Cougs face Cal first; play UCLA next round



WSU guard Noah Williams (24) jumps for a layup during the second half of an NCAA college basketball game against Oregon in Beasley Coliseum, March 5.

Branson Virgen, Evergreen reporter

With WSU men’s basketball done with regular season play, the team now looks to make a run at the Pac-12 title this week. 

For many teams in the Pac-12, their only hope for a bid to the NCAA tournament now rests solely on their performance during this week in Las Vegas, as only Arizona, UCLA and USC have presumably secured bids. All conference winners (32 total) receive an automatic berth to the tournament, and the NCAA selection committee is then tasked with giving out the rest of the at-large bids (36 total) to round out the massive 68-team bracket. 

WSU is one of those teams that needs a positive showing in the tournament to have any shot at being considered for the March Madness tournament. A berth in the National Invitation Tournament seems a likely fate for the Cougars, surpassing last season’s squad, who earned and declined a College Basketball Invitational invite. That was the right call, in my opinion; if two selection committees pass you up and your only option is a pay-to-play tournament, it is better to look toward the off-season for opportunities to improve.

Considering the way the Cougars have played as of late, a postseason run is not totally out of the equation.
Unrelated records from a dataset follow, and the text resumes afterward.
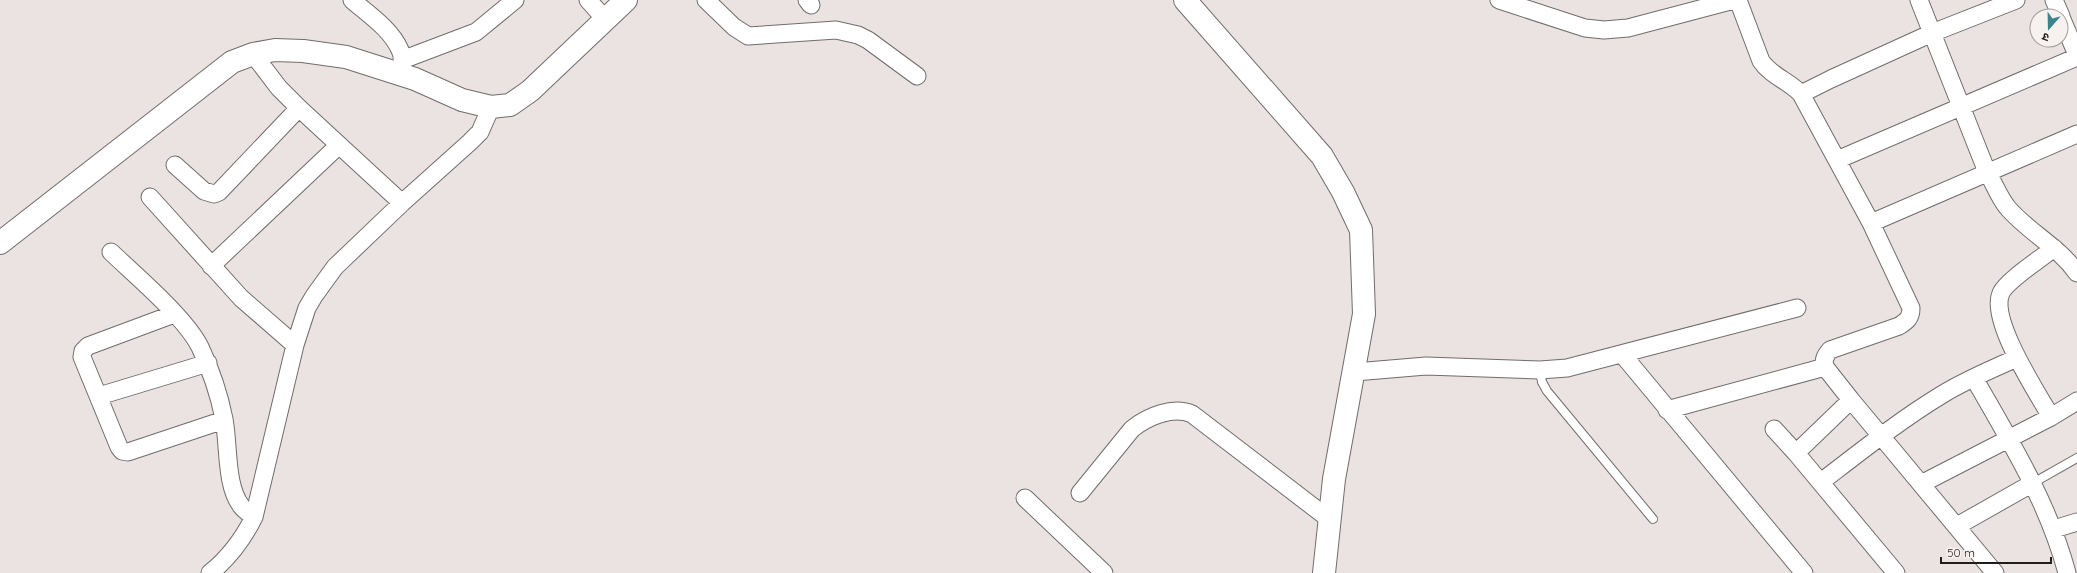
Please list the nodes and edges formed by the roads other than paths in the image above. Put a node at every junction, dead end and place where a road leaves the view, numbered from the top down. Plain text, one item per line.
1 (352, 0) edge
2 (515, 0) edge
3 (588, 0) edge
4 (626, 0) edge
5 (706, 0) edge
6 (1185, 0) edge
7 (1499, 0) edge
8 (1734, 0) edge
9 (1738, 0) edge
10 (1919, 0) edge
11 (2016, 0) edge
12 (605, 19) junction
13 (1932, 33) junction
14 (2069, 36) edge
15 (252, 54) junction
16 (2077, 56) edge
17 (403, 68) junction
18 (917, 76) dead end
19 (1801, 94) junction
20 (1961, 106) junction
21 (491, 107) junction
22 (299, 108) junction
23 (2077, 134) edge
24 (339, 145) junction
25 (1837, 160) junction
26 (175, 165) dead end
27 (1987, 172) junction
28 (150, 196) dead end
29 (402, 203) junction
30 (1871, 223) junction
31 (0, 243) edge
32 (2054, 248) junction
33 (111, 252) dead end
34 (211, 266) junction
35 (2077, 273) edge
36 (1797, 308) dead end
37 (174, 314) junction
38 (296, 345) junction
39 (1622, 354) junction
40 (2017, 358) junction
41 (208, 363) junction
42 (1825, 367) junction
43 (1540, 370) junction
44 (1355, 372) junction
45 (1974, 378) junction
46 (99, 396) junction
47 (1851, 400) junction
48 (2077, 401) edge
49 (1667, 410) junction
50 (2051, 417) junction
51 (224, 420) junction
52 (1774, 429) dead end
53 (1881, 436) junction
54 (2008, 438) junction
55 (1796, 453) junction
56 (2077, 458) edge
57 (1821, 482) junction
58 (2033, 482) junction
59 (1922, 484) junction
60 (1080, 493) dead end
61 (1025, 498) dead end
62 (254, 517) junction
63 (1329, 519) junction
64 (1653, 519) dead end
65 (2077, 522) edge
66 (1957, 526) junction
67 (2054, 529) junction
68 (210, 573) edge
69 (1104, 573) edge
70 (1324, 573) edge
71 (1803, 573) edge
72 (1896, 573) edge
73 (1995, 573) edge
74 (2067, 573) edge

1 - 17 street
2 - 17 street
3 - 12 street
4 - 12 street
5 - 18 street
6 - 44 street
7 - 8 street
9 - 19 street
10 - 13 street
11 - 13 street
12 - 21 street
13 - 19 street
13 - 20 street
14 - 16 street
15 - 17 street
15 - 22 street
15 - 31 street
16 - 20 street
17 - 21 street
19 - 25 street
20 - 25 street
20 - 27 street
21 - 29 street
22 - 24 street
22 - 26 street
23 - 27 street
24 - 29 street
24 - 34 street
25 - 30 street
27 - 30 street
27 - 32 street
28 - 34 street
29 - 38 street
30 - 42 street
32 - 35 street
32 - 40 street
33 - 37 street
34 - 38 street
36 - 39 street
37 - 41 street
37 - 46 street
38 - 62 street
39 - 43 street
39 - 49 street
40 - 45 street
40 - 50 street
41 - 46 street
41 - 51 street
42 - 47 street
42 - 49 street
43 - 44 street
43 - 64 lane
44 - 63 street
45 - 53 street
45 - 54 street
46 - 51 street
47 - 53 street
47 - 55 street
48 - 50 street
49 - 71 street
50 - 54 street
51 - 62 street
52 - 55 street
53 - 57 street
53 - 59 street
54 - 58 street
54 - 59 street
55 - 57 street
56 - 58 lane
57 - 72 street
58 - 66 street
58 - 67 street
59 - 66 street
60 - 63 street
61 - 69 street
62 - 68 street
63 - 70 street
65 - 67 street
66 - 73 street
67 - 74 street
The Cougars could pose a real threat in the tournament as they have won three of their last four games. In those three victories, WSU has seemingly found their rhythm offensively, showcasing better ball movement and better shot selection. The Cougs highlighted their offensive prowess in the blowout victory over Oregon on Saturday. 

WSU finished the season with an improved conference record of 11-7, marking a new high-point in the program since the 2000s.

We should remember not too long ago when Oregon State went on a run last year that shocked the college basketball world — winning the Pac-12 tournament for the first time in program history and making it to the Elite Eight in the NCAA Tournament. Last year’s Oregon State squad carried momentum into late March, knocking off elite teams like Tennessee, Oklahoma State and Loyola Chicago before finally losing to Houston. Granted, Arizona was absent last year from the Pac-12 tournament after a postseason ban. Now back in competition, Arizona is the favorite to win, outside of USC and UCLA. Last season’s tournament showed any team could go the distance in the Conference of Champions and prove themselves an elite caliber on the national stage. 

The Cougars open play Wednesday against the California Golden Bears, a team WSU has defeated twice this season. With the outstanding play on the interior from big men Efe Abogidi and Mouhamed Gueye, the Cougars should advance so long as the three-ball falls from deep.

A win over Cal sets up a battle with UCLA on Thursday. The Bruins won the last meeting with WSU, beating them by a comfortable 20 points in a 76-56 win in Los Angeles. After the conference tournament, all teams await their fate on Selection Sunday as the Committees reach a conclusion for the NCAA Tournament and the NIT.